**About this task:** Every record that follows should be written out word for word; the pictures stay out.

[Data under study Boundary: Start]

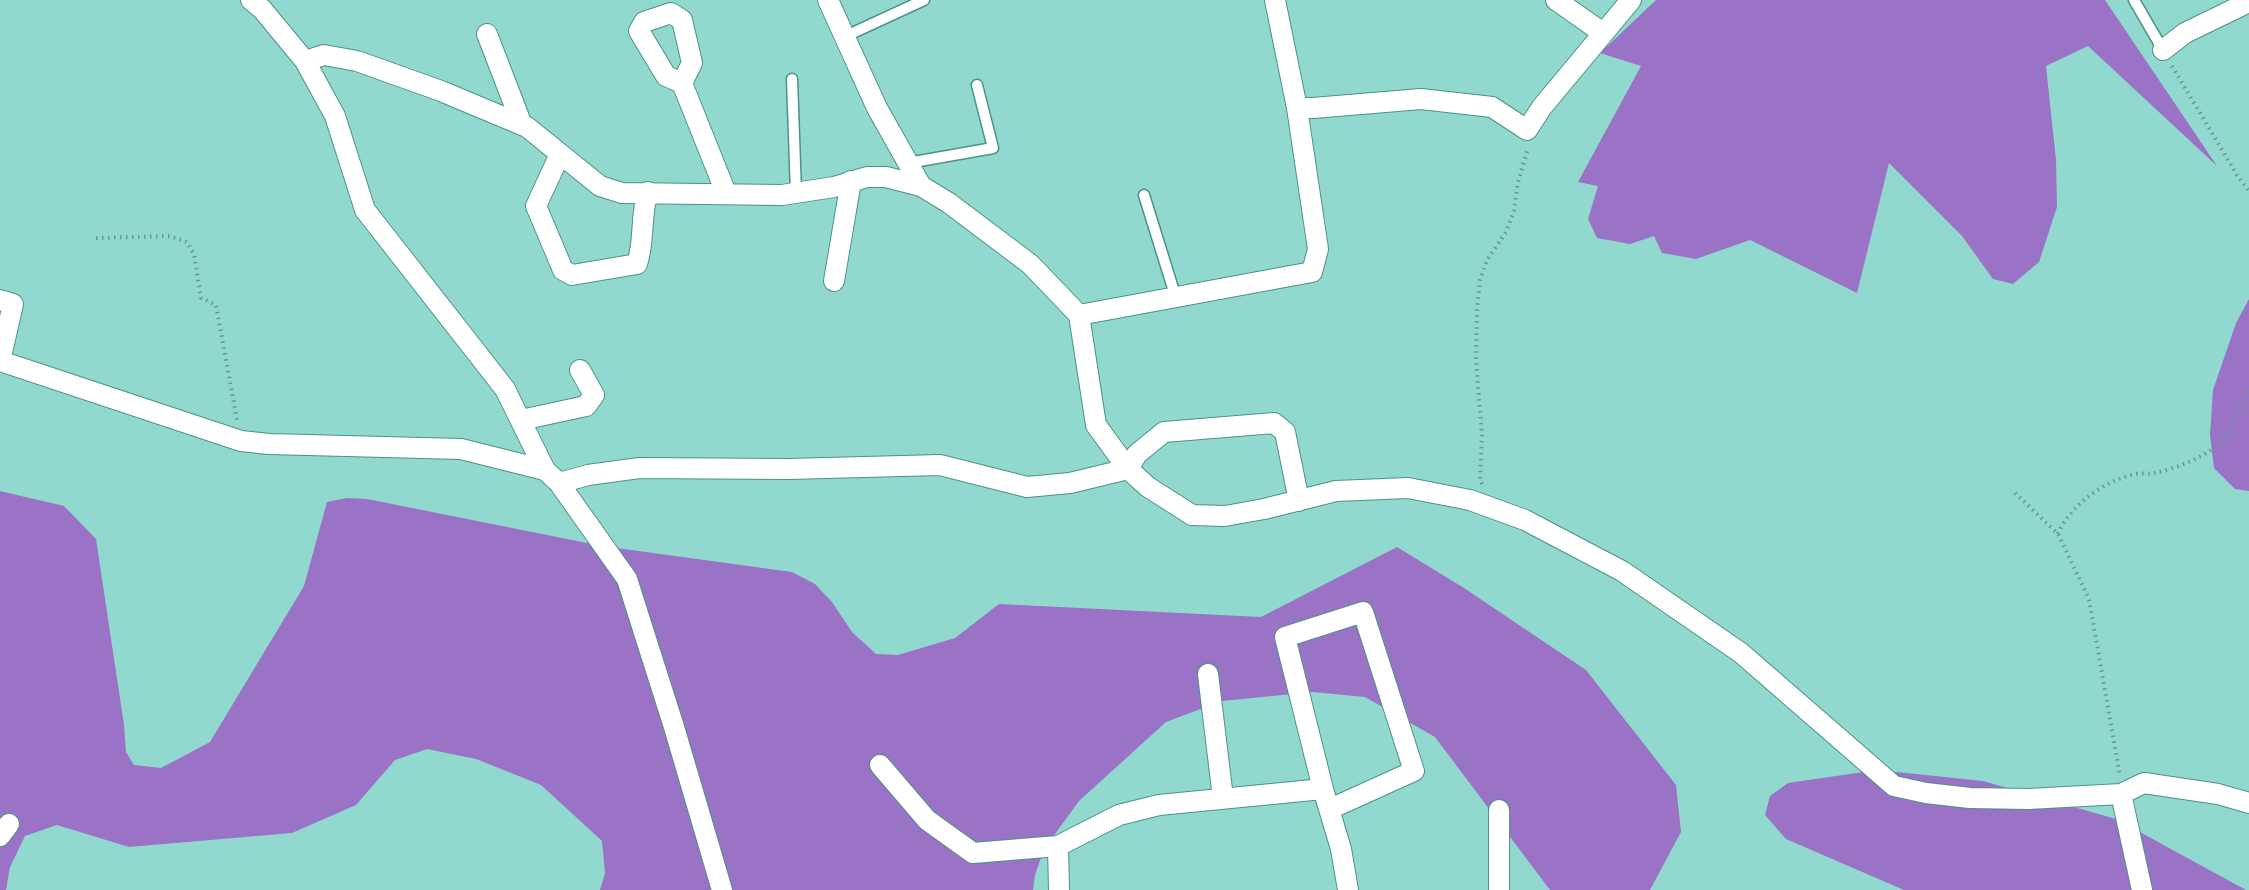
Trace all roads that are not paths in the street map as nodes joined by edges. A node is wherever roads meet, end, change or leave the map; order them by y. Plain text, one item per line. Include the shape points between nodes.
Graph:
1 (251, 0) edge
2 (828, 0) edge
3 (924, 0) edge
4 (1275, 0) edge
5 (1556, 0) edge
6 (1630, 0) edge
7 (2134, 0) edge
8 (2249, 2) edge
9 (1603, 33) junction
10 (487, 34) dead end
11 (846, 36) junction
12 (2163, 50) joint
13 (305, 61) junction
14 (792, 79) dead end
15 (682, 82) dead end
16 (977, 85) dead end
17 (1297, 108) junction
18 (522, 125) junction
19 (560, 154) junction
20 (908, 163) junction
21 (851, 181) junction
22 (921, 186) junction
23 (648, 192) junction
24 (796, 193) junction
25 (726, 194) junction
26 (1144, 195) dead end
27 (834, 281) dead end
28 (1176, 298) junction
29 (0, 300) edge
30 (1079, 315) junction
31 (0, 361) edge
32 (580, 370) dead end
33 (521, 420) junction
34 (1128, 470) junction
35 (552, 477) junction
36 (1299, 501) junction
37 (1208, 674) dead end
38 (880, 765) dead end
39 (1323, 789) junction
40 (2121, 794) junction
41 (1223, 798) junction
42 (2249, 803) edge
43 (1330, 808) junction
44 (1499, 810) dead end
45 (1058, 846) junction
46 (722, 890) edge
47 (1059, 890) edge
48 (1348, 890) edge
49 (1499, 890) edge
50 (2142, 890) edge

1 - 13 street
2 - 11 street
3 - 11 lane
4 - 17 street
5 - 9 street
6 - 9 street
7 - 12 lane
8 - 12 street via 2186,33
9 - 17 street via 1527,130 1492,107 1421,99
10 - 18 street
11 - 20 street via 877,108
13 - 18 street via 324,55 357,61
13 - 33 street via 335,116 365,210 505,388
14 - 24 lane
15 - 25 street
16 - 20 lane via 993,148
17 - 28 street via 1318,249 1312,272
18 - 19 street
19 - 23 street via 600,186 622,193
19 - 23 street via 536,207 563,270 572,275 637,264
20 - 22 street
21 - 22 street via 886,177
21 - 24 street
21 - 27 street
22 - 30 street via 949,202 1030,264
23 - 25 street
24 - 25 street
26 - 28 lane
28 - 30 street
29 - 31 street via 13,304
30 - 34 street via 1096,425
31 - 35 street via 241,441 461,448
32 - 33 street via 594,395 586,406
33 - 35 street
34 - 35 street via 1070,483 1027,487 940,465 639,468
34 - 36 street via 1192,515 1225,516
34 - 36 street via 1137,454 1164,432 1274,423 1285,432
35 - 46 street via 627,579
36 - 40 street via 1336,491 1408,488 1470,500 1525,520 1622,571 1741,653 1894,786 1970,798
37 - 41 street
38 - 45 street via 927,820 973,853
39 - 41 street
39 - 43 street
39 - 43 street via 1285,637 1363,612 1413,771
40 - 42 street via 2144,783 2218,794
40 - 50 street
41 - 45 street via 1160,805 1119,815
43 - 48 street
44 - 49 street
45 - 47 street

[Data under study Boundary: End]

**Task answer:**
Trace all roads that are not paths in the street map as nodes joined by edges. A node is wherever roads meet, end, change or leave the map; order them by y. Plain text, one item per line. Include the shape points between nodes.
Graph:
1 (251, 0) edge
2 (828, 0) edge
3 (924, 0) edge
4 (1275, 0) edge
5 (1556, 0) edge
6 (1630, 0) edge
7 (2134, 0) edge
8 (2249, 2) edge
9 (1603, 33) junction
10 (487, 34) dead end
11 (846, 36) junction
12 (2163, 50) joint
13 (305, 61) junction
14 (792, 79) dead end
15 (682, 82) dead end
16 (977, 85) dead end
17 (1297, 108) junction
18 (522, 125) junction
19 (560, 154) junction
20 (908, 163) junction
21 (851, 181) junction
22 (921, 186) junction
23 (648, 192) junction
24 (796, 193) junction
25 (726, 194) junction
26 (1144, 195) dead end
27 (834, 281) dead end
28 (1176, 298) junction
29 (0, 300) edge
30 (1079, 315) junction
31 (0, 361) edge
32 (580, 370) dead end
33 (521, 420) junction
34 (1128, 470) junction
35 (552, 477) junction
36 (1299, 501) junction
37 (1208, 674) dead end
38 (880, 765) dead end
39 (1323, 789) junction
40 (2121, 794) junction
41 (1223, 798) junction
42 (2249, 803) edge
43 (1330, 808) junction
44 (1499, 810) dead end
45 (1058, 846) junction
46 (722, 890) edge
47 (1059, 890) edge
48 (1348, 890) edge
49 (1499, 890) edge
50 (2142, 890) edge

1 - 13 street
2 - 11 street
3 - 11 lane
4 - 17 street
5 - 9 street
6 - 9 street
7 - 12 lane
8 - 12 street via 2186,33
9 - 17 street via 1527,130 1492,107 1421,99
10 - 18 street
11 - 20 street via 877,108
13 - 18 street via 324,55 357,61
13 - 33 street via 335,116 365,210 505,388
14 - 24 lane
15 - 25 street
16 - 20 lane via 993,148
17 - 28 street via 1318,249 1312,272
18 - 19 street
19 - 23 street via 600,186 622,193
19 - 23 street via 536,207 563,270 572,275 637,264
20 - 22 street
21 - 22 street via 886,177
21 - 24 street
21 - 27 street
22 - 30 street via 949,202 1030,264
23 - 25 street
24 - 25 street
26 - 28 lane
28 - 30 street
29 - 31 street via 13,304
30 - 34 street via 1096,425
31 - 35 street via 241,441 461,448
32 - 33 street via 594,395 586,406
33 - 35 street
34 - 35 street via 1070,483 1027,487 940,465 639,468
34 - 36 street via 1192,515 1225,516
34 - 36 street via 1137,454 1164,432 1274,423 1285,432
35 - 46 street via 627,579
36 - 40 street via 1336,491 1408,488 1470,500 1525,520 1622,571 1741,653 1894,786 1970,798
37 - 41 street
38 - 45 street via 927,820 973,853
39 - 41 street
39 - 43 street
39 - 43 street via 1285,637 1363,612 1413,771
40 - 42 street via 2144,783 2218,794
40 - 50 street
41 - 45 street via 1160,805 1119,815
43 - 48 street
44 - 49 street
45 - 47 street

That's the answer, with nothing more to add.